* [Saved data entries]:
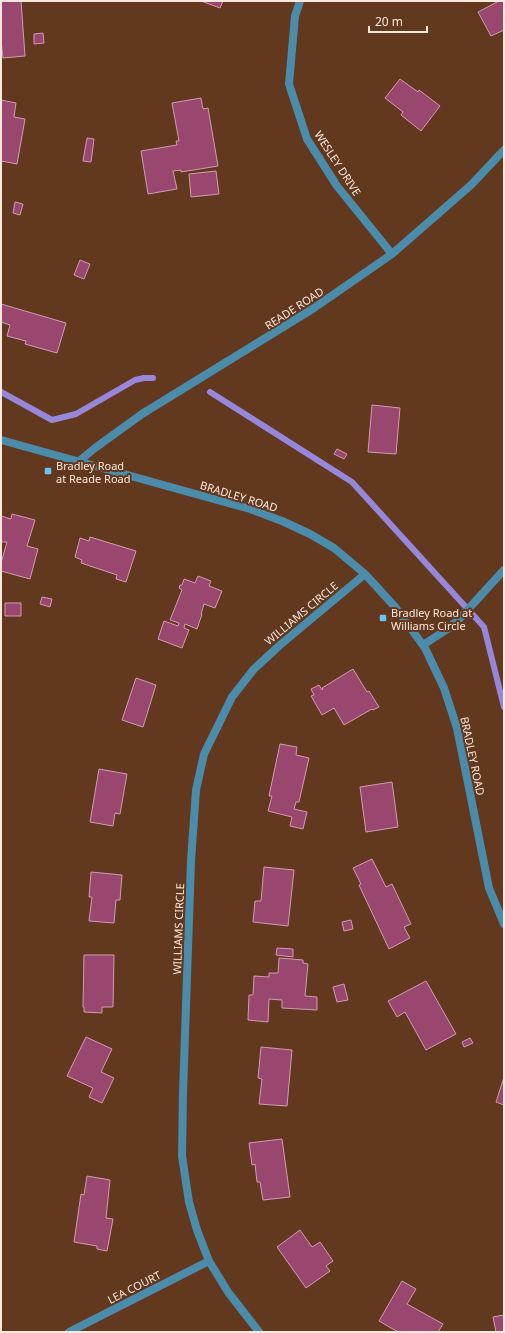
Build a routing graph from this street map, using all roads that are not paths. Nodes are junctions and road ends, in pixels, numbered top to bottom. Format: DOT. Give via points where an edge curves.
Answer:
graph roads {
  1 [pos="300,1"];
  2 [pos="504,150"];
  3 [pos="392,254"];
  4 [pos="1,440"];
  5 [pos="78,462"];
  6 [pos="504,570"];
  7 [pos="365,574"];
  8 [pos="423,645"];
  9 [pos="504,924"];
  10 [pos="209,1261"];
  11 [pos="69,1332"];
  12 [pos="259,1332"];
  1 -- 3 [label="street, WESLEY DRIVE" via="295,16 289,84 307,139 337,186"];
  2 -- 3 [label="street, READE ROAD" via="472,185"];
  3 -- 5 [label="street, READE ROAD" via="314,308 142,414"];
  4 -- 5 [label="street, BRADLEY ROAD"];
  5 -- 7 [label="street, BRADLEY ROAD" via="250,509 282,521 334,548"];
  6 -- 8 [label="street" via="461,617"];
  7 -- 8 [label="street, BRADLEY ROAD" via="396,608"];
  7 -- 10 [label="street, WILLIAMS CIRCLE" via="254,669 232,697 204,754 196,790 191,861 182,1156 189,1202"];
  8 -- 9 [label="street, BRADLEY ROAD" via="444,688 457,728 489,888"];
  10 -- 11 [label="street, LEA COURT"];
  10 -- 12 [label="street, WILLIAMS CIRCLE" via="228,1292"];
}
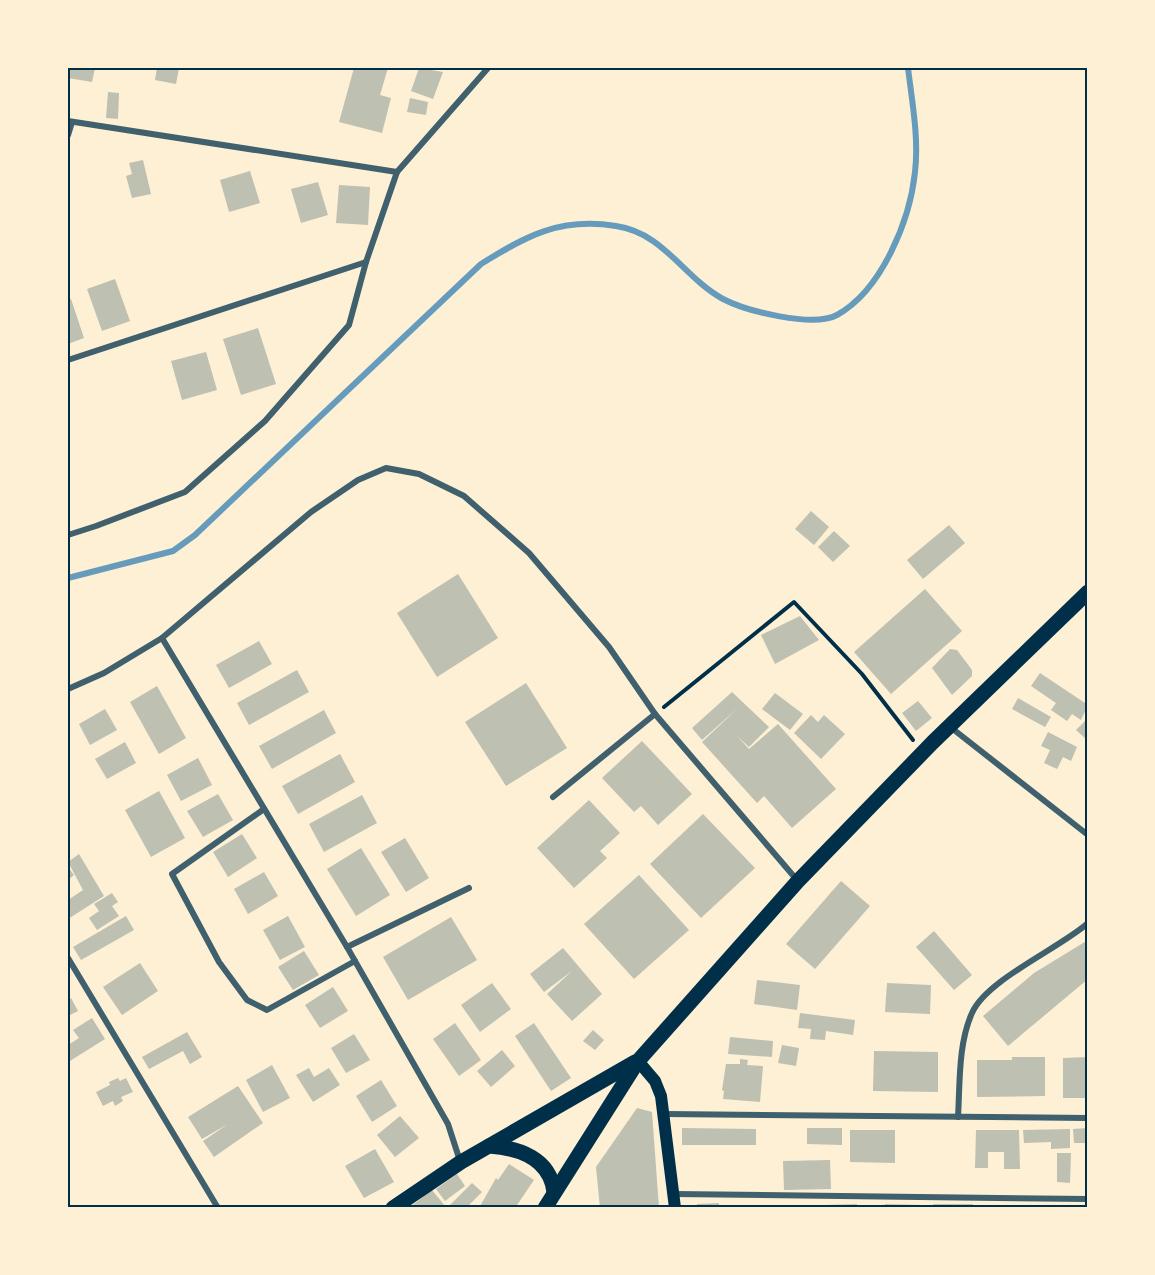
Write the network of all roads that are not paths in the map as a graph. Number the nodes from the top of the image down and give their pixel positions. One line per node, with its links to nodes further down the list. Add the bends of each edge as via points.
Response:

* [EXERCISE DETAILS]: Scan the records for the string "edge". Copy each line in which it appears.

* [TASK RESULT]:
Build a routing graph from this street map, using all roads that are not paths. Nodes are junctions and road ends, in pixels, numbered top to bottom. Format: DOT. Give via points where an edge curves.
Write the network of all roads that are not paths in the map as a graph. Number the nodes from the top of the image down and give their pixel positions. One line per node, with its links to nodes further down the list. Add the bends of each edge as via points.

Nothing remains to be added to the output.